Monthly Archives: February 2023

The Proxmox Container Saga

My experiences moving to Proxmox and using Proxmox containers

Summary

I’ve been using Linux for a while in my home lab.  In the last few years I have been using various flavours of virtualization.
I recently switched to Proxmox as my hypervisor, and have moved most of my services into separate VMs or containers.  Along the way some gotchas were encountered that forced the choice between VM and container.

The services I run

My “home lab” server runs a number of services, some of which are accessible externally:

  • 2 wordpress websites
  • A next cloud instance
  • An emby media server
  • An SSH server
  • A database
  • Self-hosted Jitsi meetings
  • Photo gallery (piwigo)
  • Various utility python scripts run from crontab
  • Free PBX
  • Hassio home assistant
  • iRedMail mail server
  • TrueNas Scale file server
  • An web proxy and Lets Encrypt client
  • A Subversion server

Server configurations

A brief history of my server configurations (somewhat simplified):

  • I started with Linux in 2005, running Red Hat on a 300MHz Compaq Deskpro SFF.
  • Then Dell Optiplex 170L running Fedora Core 3. ReiserFS filesystems on LVM
  • 2011 – 1GB RAM “Vanilla” PC running Fedora Core 10.  Two 1TB hard disks mirrored, + SSD.  Separate NAS with two 1TB hdds.
  • 2013 – IBM server with 5TB software raid. LVM.
  • 2013 – Dell poweredge 2950.
  • 2018 – Supermicro Xeon,  2TB SSD,  4 x 8TB WD red hdds.  64 GB RAM.  Ubuntu root on ZFS.
    • 2021 – added a Fujutsu Intel i7 with 32 GB RAM,  8TB HDD,  1TB SDD to act as a backup target.

Some history unpacked

I’d been running Ubuntu for a while (since about 2013),  and was familiar with managing it.  I started with all my services running on the host.  Then I added a few VMs to support things like the PBX and Mail services using packaged installations (FreePBX, iRedMail).

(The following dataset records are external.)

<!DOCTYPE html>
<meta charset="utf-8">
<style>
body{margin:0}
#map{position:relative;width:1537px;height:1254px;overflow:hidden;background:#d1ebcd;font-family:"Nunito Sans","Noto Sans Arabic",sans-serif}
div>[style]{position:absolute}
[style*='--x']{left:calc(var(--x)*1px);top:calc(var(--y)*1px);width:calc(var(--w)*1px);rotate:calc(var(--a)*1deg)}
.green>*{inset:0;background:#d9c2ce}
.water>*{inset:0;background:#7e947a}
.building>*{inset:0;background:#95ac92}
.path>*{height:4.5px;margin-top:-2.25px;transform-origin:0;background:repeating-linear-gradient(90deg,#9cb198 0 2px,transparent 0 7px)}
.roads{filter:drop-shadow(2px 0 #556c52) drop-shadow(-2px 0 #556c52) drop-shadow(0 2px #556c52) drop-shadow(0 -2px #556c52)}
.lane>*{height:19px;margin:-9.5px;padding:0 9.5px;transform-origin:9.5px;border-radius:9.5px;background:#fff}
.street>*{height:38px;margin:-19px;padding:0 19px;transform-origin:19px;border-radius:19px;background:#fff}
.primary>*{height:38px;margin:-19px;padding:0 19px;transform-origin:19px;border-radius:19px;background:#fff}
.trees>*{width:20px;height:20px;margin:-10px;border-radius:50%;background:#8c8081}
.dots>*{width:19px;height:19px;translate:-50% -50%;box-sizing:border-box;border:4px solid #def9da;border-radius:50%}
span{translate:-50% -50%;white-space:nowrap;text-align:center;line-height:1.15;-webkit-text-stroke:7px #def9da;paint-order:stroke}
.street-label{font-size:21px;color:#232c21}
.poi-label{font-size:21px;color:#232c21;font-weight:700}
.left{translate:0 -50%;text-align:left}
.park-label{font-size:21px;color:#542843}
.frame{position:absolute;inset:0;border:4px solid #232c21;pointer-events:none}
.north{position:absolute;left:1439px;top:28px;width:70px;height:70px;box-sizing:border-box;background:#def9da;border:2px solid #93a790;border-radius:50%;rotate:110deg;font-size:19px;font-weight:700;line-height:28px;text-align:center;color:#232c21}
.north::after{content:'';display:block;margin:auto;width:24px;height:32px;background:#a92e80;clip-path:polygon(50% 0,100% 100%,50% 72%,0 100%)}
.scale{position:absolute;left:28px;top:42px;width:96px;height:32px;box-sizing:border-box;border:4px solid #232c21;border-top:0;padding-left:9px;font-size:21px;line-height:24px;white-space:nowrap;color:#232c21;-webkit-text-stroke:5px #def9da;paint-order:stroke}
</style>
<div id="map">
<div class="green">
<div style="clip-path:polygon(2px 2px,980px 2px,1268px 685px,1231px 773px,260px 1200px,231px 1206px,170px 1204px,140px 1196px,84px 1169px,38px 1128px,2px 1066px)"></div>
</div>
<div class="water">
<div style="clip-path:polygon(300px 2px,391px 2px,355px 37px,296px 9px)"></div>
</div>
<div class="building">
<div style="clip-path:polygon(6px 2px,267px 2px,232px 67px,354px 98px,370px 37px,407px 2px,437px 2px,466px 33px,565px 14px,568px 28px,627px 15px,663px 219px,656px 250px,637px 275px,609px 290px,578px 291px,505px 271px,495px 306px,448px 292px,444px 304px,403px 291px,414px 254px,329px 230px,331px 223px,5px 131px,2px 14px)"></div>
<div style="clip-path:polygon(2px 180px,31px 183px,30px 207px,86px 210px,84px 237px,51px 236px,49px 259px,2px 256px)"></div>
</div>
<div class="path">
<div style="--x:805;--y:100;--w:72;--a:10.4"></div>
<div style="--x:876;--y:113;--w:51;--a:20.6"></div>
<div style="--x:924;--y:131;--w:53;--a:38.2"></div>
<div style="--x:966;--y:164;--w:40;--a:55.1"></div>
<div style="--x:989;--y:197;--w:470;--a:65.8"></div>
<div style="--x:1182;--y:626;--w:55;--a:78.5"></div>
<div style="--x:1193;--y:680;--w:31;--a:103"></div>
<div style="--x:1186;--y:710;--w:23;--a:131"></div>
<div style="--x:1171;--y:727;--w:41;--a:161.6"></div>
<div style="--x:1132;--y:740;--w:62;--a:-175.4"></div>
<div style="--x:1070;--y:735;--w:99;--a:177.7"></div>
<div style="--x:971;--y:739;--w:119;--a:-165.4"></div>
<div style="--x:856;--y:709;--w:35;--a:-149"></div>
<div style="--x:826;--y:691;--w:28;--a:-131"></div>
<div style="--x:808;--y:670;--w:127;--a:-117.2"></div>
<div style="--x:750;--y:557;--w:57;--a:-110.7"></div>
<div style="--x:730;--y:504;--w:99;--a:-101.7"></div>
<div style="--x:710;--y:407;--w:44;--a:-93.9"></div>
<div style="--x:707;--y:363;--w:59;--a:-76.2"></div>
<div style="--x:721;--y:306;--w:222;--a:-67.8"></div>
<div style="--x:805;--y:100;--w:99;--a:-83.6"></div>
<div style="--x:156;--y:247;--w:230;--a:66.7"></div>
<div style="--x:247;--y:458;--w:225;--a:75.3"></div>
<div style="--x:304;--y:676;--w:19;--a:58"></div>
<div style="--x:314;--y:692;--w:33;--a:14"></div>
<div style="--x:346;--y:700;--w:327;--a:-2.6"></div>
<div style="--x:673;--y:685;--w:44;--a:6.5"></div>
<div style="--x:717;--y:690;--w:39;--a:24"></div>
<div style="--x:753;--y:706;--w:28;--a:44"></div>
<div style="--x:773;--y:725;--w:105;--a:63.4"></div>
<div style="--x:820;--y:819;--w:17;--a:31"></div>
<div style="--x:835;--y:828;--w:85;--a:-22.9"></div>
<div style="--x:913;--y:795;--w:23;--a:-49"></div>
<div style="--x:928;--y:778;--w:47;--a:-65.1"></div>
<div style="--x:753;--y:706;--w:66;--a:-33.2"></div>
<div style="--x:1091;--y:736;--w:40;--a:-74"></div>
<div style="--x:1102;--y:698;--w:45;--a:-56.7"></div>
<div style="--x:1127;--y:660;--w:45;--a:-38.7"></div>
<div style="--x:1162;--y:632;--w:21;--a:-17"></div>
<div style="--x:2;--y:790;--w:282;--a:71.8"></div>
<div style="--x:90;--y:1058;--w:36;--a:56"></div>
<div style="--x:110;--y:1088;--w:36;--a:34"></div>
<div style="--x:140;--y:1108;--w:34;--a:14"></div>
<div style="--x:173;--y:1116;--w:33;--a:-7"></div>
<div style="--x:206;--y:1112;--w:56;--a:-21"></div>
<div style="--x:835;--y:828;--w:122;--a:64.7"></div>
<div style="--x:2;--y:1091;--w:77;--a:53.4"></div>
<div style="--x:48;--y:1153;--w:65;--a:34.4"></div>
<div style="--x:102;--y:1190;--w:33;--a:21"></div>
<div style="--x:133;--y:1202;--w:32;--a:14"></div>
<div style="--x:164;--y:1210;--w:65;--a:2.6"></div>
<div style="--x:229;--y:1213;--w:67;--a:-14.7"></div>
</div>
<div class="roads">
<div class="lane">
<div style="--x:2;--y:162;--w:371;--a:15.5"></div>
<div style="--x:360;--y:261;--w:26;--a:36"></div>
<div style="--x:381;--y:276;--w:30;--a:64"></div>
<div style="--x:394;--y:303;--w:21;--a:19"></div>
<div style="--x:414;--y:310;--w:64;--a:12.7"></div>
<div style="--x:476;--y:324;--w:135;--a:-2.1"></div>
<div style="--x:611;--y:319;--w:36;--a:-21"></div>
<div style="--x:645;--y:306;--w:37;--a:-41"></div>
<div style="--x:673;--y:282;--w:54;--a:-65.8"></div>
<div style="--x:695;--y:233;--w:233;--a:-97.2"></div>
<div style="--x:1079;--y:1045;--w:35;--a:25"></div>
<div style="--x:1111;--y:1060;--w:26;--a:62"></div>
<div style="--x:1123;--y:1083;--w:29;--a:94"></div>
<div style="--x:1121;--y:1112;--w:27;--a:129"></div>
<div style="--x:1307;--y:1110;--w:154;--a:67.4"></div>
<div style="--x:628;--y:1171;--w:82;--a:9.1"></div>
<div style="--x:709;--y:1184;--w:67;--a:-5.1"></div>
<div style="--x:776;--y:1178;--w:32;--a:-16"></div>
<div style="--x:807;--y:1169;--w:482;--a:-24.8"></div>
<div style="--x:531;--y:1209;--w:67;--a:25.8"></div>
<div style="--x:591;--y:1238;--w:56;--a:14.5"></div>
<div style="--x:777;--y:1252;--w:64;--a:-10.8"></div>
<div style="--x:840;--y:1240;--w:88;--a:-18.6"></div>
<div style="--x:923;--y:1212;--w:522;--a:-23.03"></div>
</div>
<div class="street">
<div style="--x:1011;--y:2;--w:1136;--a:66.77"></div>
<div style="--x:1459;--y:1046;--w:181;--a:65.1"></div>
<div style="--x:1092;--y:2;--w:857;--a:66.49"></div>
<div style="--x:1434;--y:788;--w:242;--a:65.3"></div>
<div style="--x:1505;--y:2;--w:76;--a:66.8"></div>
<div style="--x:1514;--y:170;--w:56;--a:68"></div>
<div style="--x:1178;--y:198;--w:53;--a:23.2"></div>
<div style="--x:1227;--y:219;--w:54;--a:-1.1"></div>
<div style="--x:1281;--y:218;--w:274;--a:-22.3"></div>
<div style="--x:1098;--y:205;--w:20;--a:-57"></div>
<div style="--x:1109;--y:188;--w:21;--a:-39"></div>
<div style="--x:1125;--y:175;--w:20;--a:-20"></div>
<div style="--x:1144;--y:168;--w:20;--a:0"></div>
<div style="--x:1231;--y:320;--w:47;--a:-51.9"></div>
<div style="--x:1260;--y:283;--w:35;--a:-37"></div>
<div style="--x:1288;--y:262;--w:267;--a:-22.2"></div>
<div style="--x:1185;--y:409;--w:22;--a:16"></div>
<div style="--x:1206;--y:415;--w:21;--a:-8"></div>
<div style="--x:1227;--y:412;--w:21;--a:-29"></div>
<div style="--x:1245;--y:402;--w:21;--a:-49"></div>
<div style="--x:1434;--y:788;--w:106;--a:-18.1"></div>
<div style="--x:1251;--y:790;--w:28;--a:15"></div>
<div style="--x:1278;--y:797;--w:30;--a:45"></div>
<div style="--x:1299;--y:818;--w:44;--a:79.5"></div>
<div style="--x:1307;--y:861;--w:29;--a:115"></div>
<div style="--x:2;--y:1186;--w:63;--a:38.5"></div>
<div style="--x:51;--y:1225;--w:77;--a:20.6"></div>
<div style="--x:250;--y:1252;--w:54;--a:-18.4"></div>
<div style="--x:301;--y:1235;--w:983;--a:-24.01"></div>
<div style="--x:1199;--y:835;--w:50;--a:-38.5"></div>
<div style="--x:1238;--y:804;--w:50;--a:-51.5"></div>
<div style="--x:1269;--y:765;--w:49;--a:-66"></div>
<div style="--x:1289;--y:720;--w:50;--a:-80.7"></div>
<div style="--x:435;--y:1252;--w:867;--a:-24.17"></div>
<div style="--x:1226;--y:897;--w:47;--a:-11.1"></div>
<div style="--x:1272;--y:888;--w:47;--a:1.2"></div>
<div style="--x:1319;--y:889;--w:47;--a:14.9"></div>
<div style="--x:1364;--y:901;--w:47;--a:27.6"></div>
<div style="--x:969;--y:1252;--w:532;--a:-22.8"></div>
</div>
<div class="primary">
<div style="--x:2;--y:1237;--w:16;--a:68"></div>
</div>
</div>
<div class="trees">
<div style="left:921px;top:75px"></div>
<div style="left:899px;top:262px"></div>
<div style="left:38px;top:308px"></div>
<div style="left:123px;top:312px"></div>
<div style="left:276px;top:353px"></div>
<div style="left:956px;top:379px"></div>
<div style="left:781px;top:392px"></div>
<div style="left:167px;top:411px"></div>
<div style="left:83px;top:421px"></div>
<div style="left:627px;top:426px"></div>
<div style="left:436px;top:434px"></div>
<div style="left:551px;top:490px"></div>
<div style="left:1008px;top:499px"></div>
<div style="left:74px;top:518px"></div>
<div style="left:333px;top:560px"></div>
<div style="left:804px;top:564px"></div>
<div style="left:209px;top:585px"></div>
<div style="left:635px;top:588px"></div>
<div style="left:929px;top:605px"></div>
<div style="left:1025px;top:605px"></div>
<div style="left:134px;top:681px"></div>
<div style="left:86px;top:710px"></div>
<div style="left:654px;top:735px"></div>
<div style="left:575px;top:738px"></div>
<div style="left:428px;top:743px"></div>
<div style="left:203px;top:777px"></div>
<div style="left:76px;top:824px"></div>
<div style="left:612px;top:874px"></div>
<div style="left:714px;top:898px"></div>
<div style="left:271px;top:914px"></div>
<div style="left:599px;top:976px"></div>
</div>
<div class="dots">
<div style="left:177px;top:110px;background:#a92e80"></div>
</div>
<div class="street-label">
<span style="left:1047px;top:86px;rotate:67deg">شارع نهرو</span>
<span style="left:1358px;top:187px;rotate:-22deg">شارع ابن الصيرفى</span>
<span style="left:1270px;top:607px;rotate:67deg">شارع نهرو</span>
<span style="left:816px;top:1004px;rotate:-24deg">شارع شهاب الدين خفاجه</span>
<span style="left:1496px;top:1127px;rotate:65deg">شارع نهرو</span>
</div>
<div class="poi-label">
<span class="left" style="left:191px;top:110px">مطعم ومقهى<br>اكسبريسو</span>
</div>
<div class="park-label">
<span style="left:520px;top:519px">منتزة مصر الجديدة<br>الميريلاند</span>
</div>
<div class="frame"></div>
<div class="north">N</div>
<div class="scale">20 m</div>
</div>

At some point,  I added docker,  and converted all of my services into docker stacks, so that my server did nothing except run docker and provide a zfs filesystem.   In retrospect,  some docker stacks were never meant to be.  An example being a complete mail server in a docker-compose stack of about 6 containers.  I had a lot of difficulty keeping my mail stack running across various upgrades, and it proves difficult to debug and correct complex interactions between docker networking and multiple containers when it is difficult to access and understand the internals of those containers.

In 2022,  I started a series of experiments to find a better server management solution.  Requirements: must be free,  must be fun to play with,  must be reliable,  must allow me to move my services to a backup server to minimise downtime.  I also wanted to revert some of my pathological docker-compose stacks to VMs.

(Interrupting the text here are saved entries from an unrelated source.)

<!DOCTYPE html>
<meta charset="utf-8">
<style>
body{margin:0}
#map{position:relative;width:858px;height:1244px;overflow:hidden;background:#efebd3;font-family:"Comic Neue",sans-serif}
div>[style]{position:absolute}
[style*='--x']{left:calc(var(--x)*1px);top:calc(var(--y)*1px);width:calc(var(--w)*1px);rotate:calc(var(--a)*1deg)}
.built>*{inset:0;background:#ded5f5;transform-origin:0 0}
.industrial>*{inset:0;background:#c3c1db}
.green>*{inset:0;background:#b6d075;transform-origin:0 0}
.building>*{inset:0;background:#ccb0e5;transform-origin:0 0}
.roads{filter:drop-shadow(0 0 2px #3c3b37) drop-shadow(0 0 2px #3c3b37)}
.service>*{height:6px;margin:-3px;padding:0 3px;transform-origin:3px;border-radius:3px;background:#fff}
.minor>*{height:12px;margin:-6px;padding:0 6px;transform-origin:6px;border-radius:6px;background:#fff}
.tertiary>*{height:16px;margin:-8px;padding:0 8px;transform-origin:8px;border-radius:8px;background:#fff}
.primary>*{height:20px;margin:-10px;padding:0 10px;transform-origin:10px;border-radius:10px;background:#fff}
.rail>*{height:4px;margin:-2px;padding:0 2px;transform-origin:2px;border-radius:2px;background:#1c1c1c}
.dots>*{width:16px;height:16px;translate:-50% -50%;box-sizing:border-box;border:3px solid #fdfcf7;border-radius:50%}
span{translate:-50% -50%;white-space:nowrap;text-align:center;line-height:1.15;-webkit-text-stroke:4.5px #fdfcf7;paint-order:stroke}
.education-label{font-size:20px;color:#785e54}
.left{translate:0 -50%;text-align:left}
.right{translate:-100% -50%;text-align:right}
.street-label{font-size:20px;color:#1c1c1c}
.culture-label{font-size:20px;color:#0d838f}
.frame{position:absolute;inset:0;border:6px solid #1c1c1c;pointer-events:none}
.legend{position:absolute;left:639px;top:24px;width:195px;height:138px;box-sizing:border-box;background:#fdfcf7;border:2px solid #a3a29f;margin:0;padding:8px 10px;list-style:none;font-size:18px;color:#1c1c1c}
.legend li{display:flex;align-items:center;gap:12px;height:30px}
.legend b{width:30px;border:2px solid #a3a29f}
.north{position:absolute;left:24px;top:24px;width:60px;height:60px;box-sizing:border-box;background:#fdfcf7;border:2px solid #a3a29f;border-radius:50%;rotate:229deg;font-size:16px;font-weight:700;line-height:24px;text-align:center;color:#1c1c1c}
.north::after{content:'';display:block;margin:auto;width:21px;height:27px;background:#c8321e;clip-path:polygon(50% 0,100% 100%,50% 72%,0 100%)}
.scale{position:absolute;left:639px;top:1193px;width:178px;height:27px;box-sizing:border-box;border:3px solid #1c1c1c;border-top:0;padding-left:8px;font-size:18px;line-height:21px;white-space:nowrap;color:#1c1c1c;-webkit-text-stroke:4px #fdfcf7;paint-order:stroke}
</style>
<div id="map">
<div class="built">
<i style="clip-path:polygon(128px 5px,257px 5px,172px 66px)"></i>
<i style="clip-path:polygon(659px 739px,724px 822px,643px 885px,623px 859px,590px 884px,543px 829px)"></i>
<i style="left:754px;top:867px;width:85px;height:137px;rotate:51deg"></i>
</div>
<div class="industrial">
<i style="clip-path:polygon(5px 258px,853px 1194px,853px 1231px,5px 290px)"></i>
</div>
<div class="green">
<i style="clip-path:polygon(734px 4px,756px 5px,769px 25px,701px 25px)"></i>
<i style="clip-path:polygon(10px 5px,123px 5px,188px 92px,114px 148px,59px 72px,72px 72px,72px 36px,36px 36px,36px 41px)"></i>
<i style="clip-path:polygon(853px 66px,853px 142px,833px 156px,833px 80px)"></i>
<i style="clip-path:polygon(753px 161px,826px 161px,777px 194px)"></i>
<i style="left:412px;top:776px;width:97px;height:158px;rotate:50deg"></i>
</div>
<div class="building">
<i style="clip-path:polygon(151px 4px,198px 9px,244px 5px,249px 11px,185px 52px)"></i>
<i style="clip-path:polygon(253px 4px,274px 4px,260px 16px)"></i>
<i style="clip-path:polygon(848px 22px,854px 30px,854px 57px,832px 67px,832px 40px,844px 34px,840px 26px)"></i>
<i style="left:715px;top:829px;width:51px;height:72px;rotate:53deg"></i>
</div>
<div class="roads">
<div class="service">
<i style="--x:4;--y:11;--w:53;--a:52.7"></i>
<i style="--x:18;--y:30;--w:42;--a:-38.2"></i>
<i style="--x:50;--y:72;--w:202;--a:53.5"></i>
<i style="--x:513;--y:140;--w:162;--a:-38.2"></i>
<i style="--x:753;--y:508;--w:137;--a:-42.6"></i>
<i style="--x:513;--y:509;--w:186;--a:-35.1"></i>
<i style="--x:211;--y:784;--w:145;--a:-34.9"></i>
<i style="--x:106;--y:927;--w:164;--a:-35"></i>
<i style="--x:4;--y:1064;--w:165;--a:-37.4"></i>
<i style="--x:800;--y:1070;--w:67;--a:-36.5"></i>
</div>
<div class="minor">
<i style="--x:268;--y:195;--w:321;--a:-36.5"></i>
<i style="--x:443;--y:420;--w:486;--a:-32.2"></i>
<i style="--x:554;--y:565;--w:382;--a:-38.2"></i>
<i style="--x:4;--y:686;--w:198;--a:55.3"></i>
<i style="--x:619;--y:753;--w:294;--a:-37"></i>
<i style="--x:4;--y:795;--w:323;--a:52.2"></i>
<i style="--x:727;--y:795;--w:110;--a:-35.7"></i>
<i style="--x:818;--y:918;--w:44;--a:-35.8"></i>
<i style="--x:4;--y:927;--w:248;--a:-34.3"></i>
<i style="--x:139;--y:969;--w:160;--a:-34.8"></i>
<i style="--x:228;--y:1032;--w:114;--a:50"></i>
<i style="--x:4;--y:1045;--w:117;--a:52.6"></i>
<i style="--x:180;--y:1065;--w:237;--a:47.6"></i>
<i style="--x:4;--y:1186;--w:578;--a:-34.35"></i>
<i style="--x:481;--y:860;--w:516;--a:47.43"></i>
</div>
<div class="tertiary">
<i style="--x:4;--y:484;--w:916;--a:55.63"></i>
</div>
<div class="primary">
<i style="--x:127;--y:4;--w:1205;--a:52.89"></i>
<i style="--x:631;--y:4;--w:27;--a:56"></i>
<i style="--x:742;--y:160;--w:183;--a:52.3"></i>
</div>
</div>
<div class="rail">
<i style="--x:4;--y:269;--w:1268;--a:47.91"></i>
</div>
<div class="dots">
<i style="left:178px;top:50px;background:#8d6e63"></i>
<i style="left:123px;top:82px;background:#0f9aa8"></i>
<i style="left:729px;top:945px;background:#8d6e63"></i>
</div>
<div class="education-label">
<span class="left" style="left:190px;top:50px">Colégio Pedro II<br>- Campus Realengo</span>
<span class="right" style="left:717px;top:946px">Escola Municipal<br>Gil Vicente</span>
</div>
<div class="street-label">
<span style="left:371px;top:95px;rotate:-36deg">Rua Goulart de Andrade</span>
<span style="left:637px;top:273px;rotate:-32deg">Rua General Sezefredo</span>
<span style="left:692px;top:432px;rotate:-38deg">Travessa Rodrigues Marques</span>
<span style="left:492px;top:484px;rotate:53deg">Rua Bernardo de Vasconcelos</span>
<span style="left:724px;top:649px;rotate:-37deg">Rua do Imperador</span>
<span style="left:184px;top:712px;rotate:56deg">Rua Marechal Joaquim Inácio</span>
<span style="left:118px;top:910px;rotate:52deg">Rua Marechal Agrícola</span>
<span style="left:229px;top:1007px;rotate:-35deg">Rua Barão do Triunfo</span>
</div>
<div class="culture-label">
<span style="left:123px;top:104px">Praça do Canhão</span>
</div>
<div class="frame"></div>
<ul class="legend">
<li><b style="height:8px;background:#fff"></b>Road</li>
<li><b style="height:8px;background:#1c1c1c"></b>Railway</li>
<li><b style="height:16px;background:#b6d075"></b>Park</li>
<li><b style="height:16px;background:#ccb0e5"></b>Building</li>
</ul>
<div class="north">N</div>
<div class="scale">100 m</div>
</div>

I started with XCP-NG as a hypervisor.   I created a single VM to host docker,  and moved all my docker services into this VM.  Moving the services was relatively straightforward because each service had its own zfs dataset,  so a zfs snapshot plus zfs send/recv, and docker-compose down/up could move a service with minimal downtime.  I also added a VM for TrueNAS with passthrough of the 8 TB hard disks for TrueNAS to own.

I gave up on XCP-NG after a couple of months.  I didn’t like the fact it doesn’t understand ZFS in any useful sense.  It doesn’t do much or provide adequate tools to manage or protect the data it holds.  And it crashed way too easily.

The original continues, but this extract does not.